I’m a big admirer of the TED community for what it represents, the ideas it celebrates and its business model. It was through TED and a recommendation from a friend that I picked up on Simon Sinek and his principle of Start With Why. I’d missed this until now (it dates back to 2009) but after watching this video I immediately went and bought the ebook, which I’m now reading (review to follow).
Once you get your head around this I think it is a truly inspiring concept, summed up in the key phrase “People Don’t buy what you do, they buy why you do it”. How true that is, and yet how few businesses can really turn round and say they apply that thinking. I think this can be such an important concept and for businesses wanting to gain competitive advantage, or struggling to gain or retain market share – embracing the principles of start with why could be the key to unlocking success.
The core principle of Start With Why is the Golden Circle or Cone. Simon explains that most companies start with the what – “we sell televisions, do you want to buy one?” whereas where they should start is with the why? “We’ll bring the cinema into your home”. Even in that one small example, hopefully you get it. How much more powerful is that message as a focus for a business? Simon uses Apple as a case study to bring this to life and I think we can all understand it in that context.
Simon goes on to support this with a concept of The Split (how easy it is to forget the why as day to day business takes over and the Celery Test (how you can test if your why is defining you/your brand).
It’s a great concept, and like most great ideas has been focused on a simple principle. What’s more, it’s scaleable. Your why should be at the very heart of your strategy and as such should inform all your decisions, even the smaller day to day ones.

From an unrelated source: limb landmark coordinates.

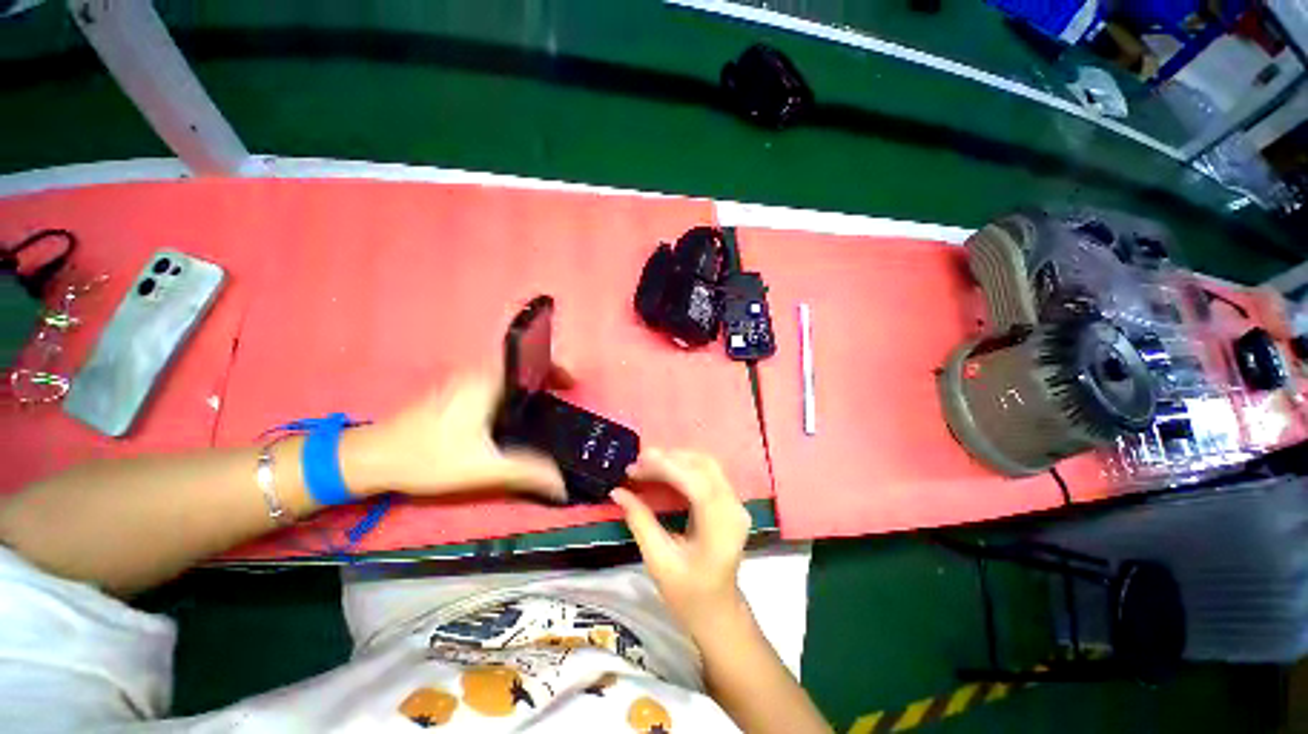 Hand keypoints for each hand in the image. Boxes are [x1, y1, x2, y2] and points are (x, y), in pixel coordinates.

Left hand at [342, 369, 571, 501]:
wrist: (370, 459)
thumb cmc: (427, 457)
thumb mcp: (482, 468)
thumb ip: (526, 472)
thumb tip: (562, 484)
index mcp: (486, 382)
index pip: (529, 363)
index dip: (555, 369)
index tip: (571, 385)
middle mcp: (474, 374)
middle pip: (520, 368)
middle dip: (544, 379)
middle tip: (561, 399)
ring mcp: (461, 381)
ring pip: (505, 376)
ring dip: (527, 386)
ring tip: (544, 407)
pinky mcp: (452, 393)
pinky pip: (492, 384)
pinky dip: (509, 393)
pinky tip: (511, 415)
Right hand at [612, 449, 752, 634]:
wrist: (718, 612)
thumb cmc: (688, 595)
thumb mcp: (658, 561)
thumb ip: (640, 521)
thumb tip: (618, 492)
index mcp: (721, 526)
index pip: (696, 482)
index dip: (666, 466)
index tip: (636, 463)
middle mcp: (734, 508)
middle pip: (703, 466)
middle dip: (668, 459)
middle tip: (637, 464)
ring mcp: (736, 503)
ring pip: (706, 464)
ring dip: (676, 459)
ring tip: (646, 465)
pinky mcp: (730, 502)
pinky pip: (708, 473)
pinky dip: (684, 467)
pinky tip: (663, 471) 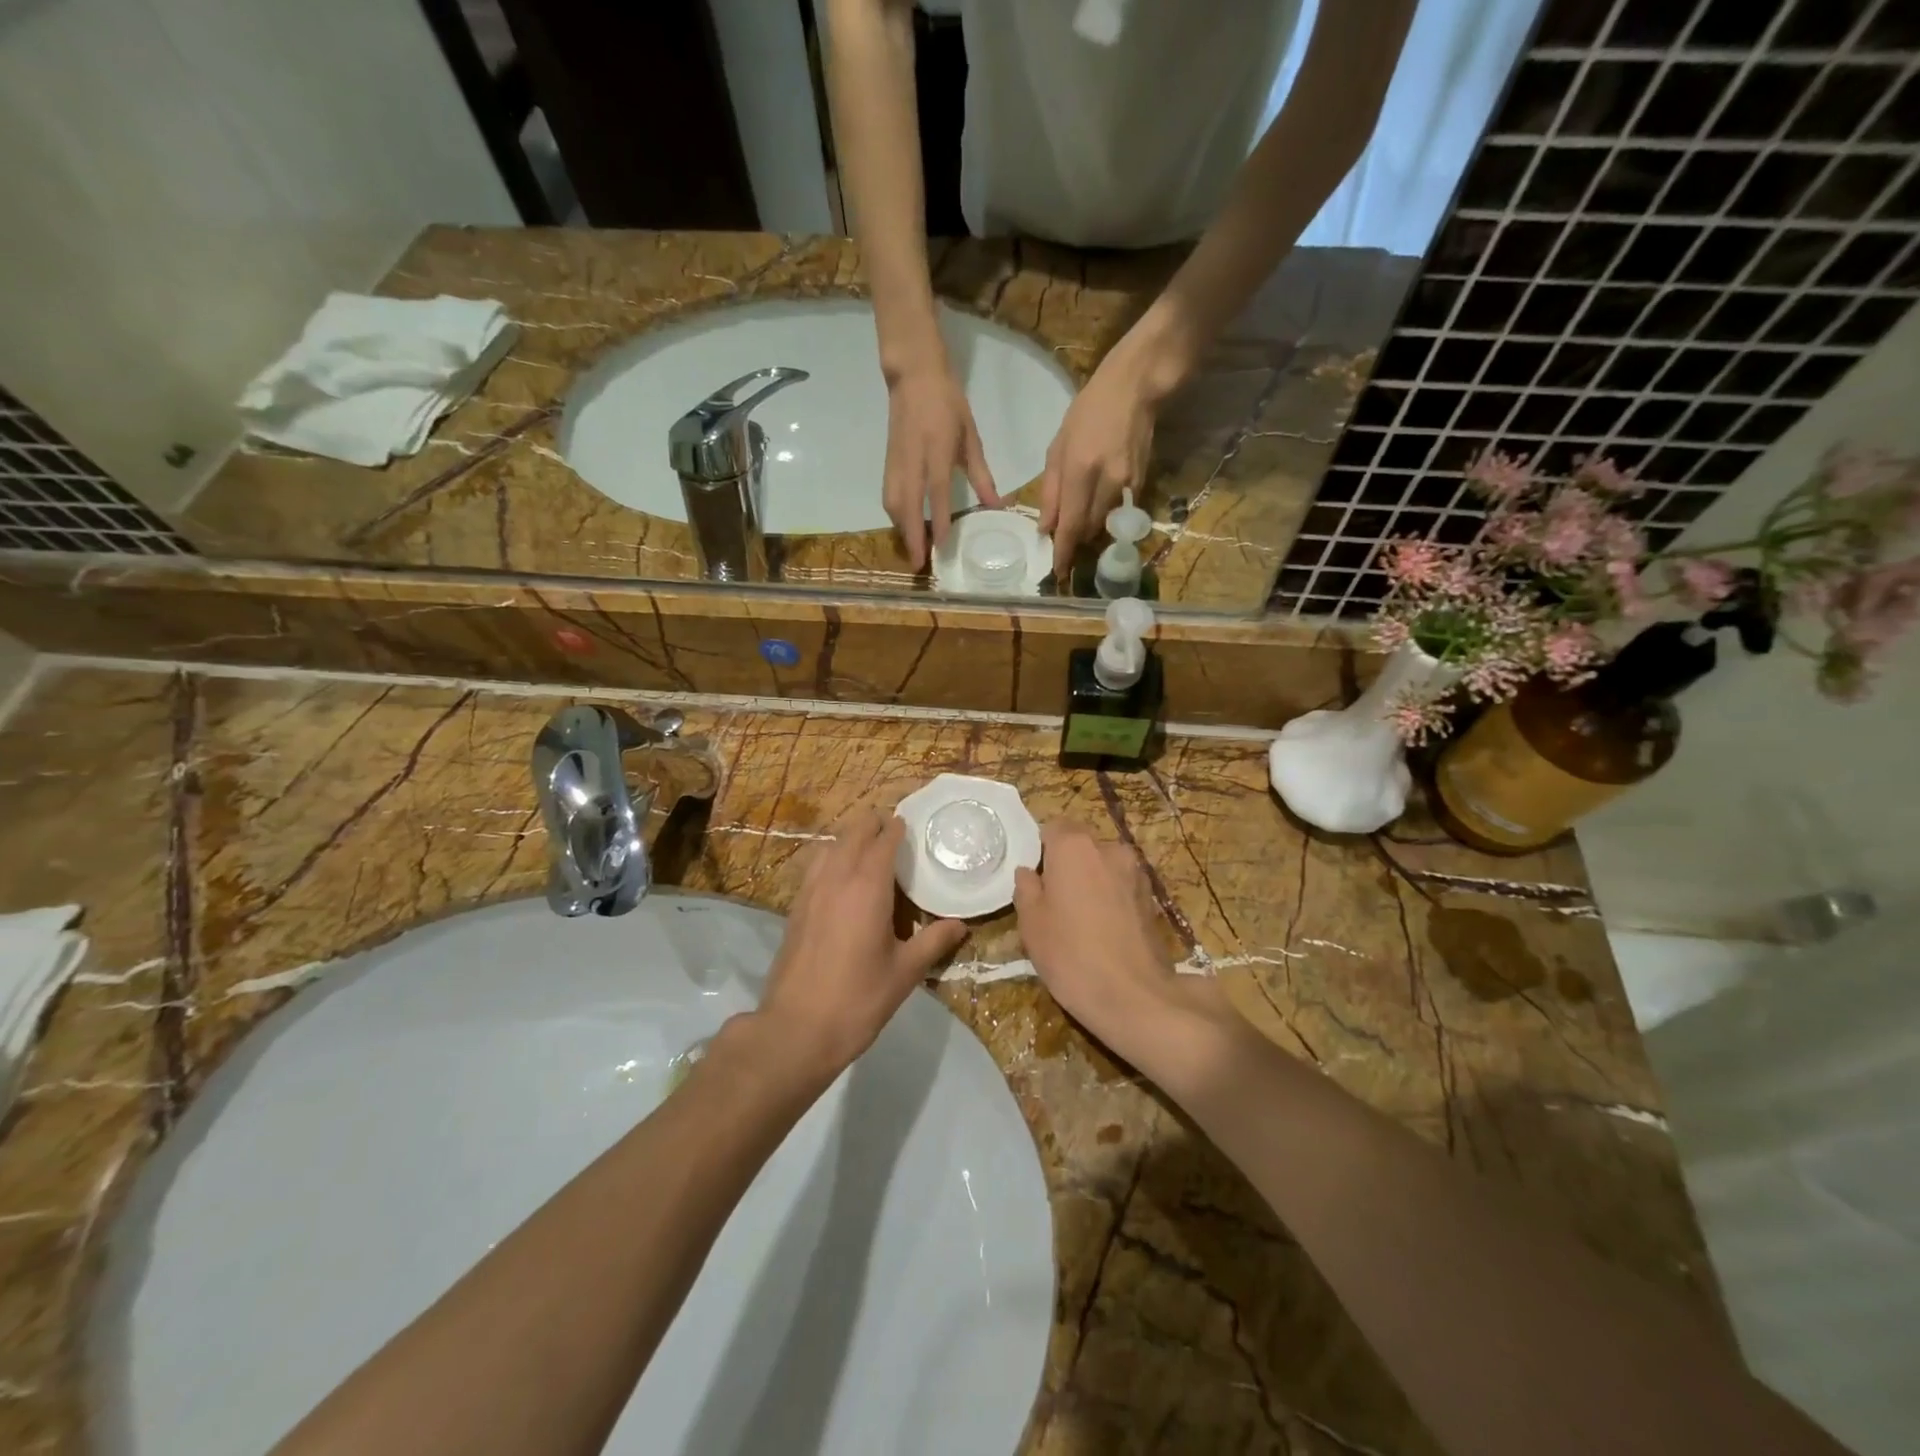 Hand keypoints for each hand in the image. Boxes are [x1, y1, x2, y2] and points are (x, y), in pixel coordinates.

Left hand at [757, 808, 966, 1077]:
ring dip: (849, 840)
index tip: (909, 825)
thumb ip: (934, 941)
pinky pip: (815, 867)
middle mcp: (836, 879)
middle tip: (893, 833)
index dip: (896, 829)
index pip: (883, 841)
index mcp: (867, 887)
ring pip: (830, 847)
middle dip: (872, 826)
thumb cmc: (858, 998)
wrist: (797, 1029)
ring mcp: (810, 891)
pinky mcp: (795, 908)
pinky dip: (831, 859)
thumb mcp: (905, 972)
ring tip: (868, 852)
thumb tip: (961, 924)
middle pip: (853, 834)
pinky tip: (841, 880)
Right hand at [884, 364, 1000, 568]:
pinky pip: (889, 495)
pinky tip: (904, 528)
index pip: (936, 491)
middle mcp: (913, 459)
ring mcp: (896, 461)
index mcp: (937, 449)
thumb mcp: (970, 437)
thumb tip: (997, 506)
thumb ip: (981, 474)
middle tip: (919, 564)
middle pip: (907, 505)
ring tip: (913, 551)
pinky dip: (895, 516)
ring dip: (901, 530)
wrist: (914, 376)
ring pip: (893, 503)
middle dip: (912, 536)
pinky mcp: (888, 462)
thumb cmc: (948, 403)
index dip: (937, 520)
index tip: (940, 546)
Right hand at [1013, 822, 1229, 1069]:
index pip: (1053, 826)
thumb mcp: (1031, 923)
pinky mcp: (1152, 898)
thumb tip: (1028, 872)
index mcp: (1074, 846)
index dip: (1041, 848)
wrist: (1134, 996)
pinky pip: (1121, 886)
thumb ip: (1026, 888)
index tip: (1034, 876)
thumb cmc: (1070, 954)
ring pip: (1103, 865)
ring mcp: (1136, 872)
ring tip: (1079, 917)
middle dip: (1067, 863)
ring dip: (1091, 881)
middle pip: (1081, 844)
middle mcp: (1109, 848)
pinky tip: (1103, 929)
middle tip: (1053, 898)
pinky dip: (1110, 897)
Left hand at [1040, 343, 1160, 580]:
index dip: (1063, 552)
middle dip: (1074, 544)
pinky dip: (1106, 518)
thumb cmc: (1088, 411)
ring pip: (1105, 524)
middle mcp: (1106, 481)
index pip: (1070, 524)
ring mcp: (1128, 483)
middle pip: (1088, 530)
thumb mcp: (1057, 447)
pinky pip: (1119, 512)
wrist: (1135, 387)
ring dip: (1089, 533)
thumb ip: (1051, 491)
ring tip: (1078, 533)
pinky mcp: (1142, 482)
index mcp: (1080, 469)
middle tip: (1063, 552)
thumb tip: (1045, 528)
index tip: (1057, 572)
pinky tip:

For competitive advantage, Start With Why.
I recently subjected myself to a high street retail experience (something I confess I do avoid where possible).
I was shopping with my wife and two children and one of our tasks was for my wife to try on some boots that my mother-in-law was hoping to buy her for Christmas. The context and process for this really highlighted to me how far the high street retail business has to go to embrace the multi-channel retail opportunity.
The whole thing went something like this: We arrive in large department store, ask for assistance (this went badly from the start as the assistant simply pointed to a colleague and didn’t offer us any help at all) and eventually we find our way to the right place for womens boots. The young assistant (fearful of our whirlwind of pushchair, noisy children and clearly somewhat stressed parents) helps my wife to find the right boots at the right size. Wife duly tries on, we determine they fit and look the part and promptly leave the store. The whole thing being an elaborate facade.
You see, we couldn’t TELL the assistant we were trying them on for someone else to buy as we had no intention of leaving with the boots purchased that day. But what if we could? What if the assistant had said “Are these for you to buy today or are you trying them on for someone else to buy as a gift?” What if he’d taken my mother-in-laws email from my wife so he could have arranged for an email to be sent confirming the size was correct, the boots in stock and that they could be collected or ordered for home delivery?
I don’t see any reason this whole experience couldn’t have been quite different and directly led to a sale for that department store. Yet it also feels that’s such a long way off.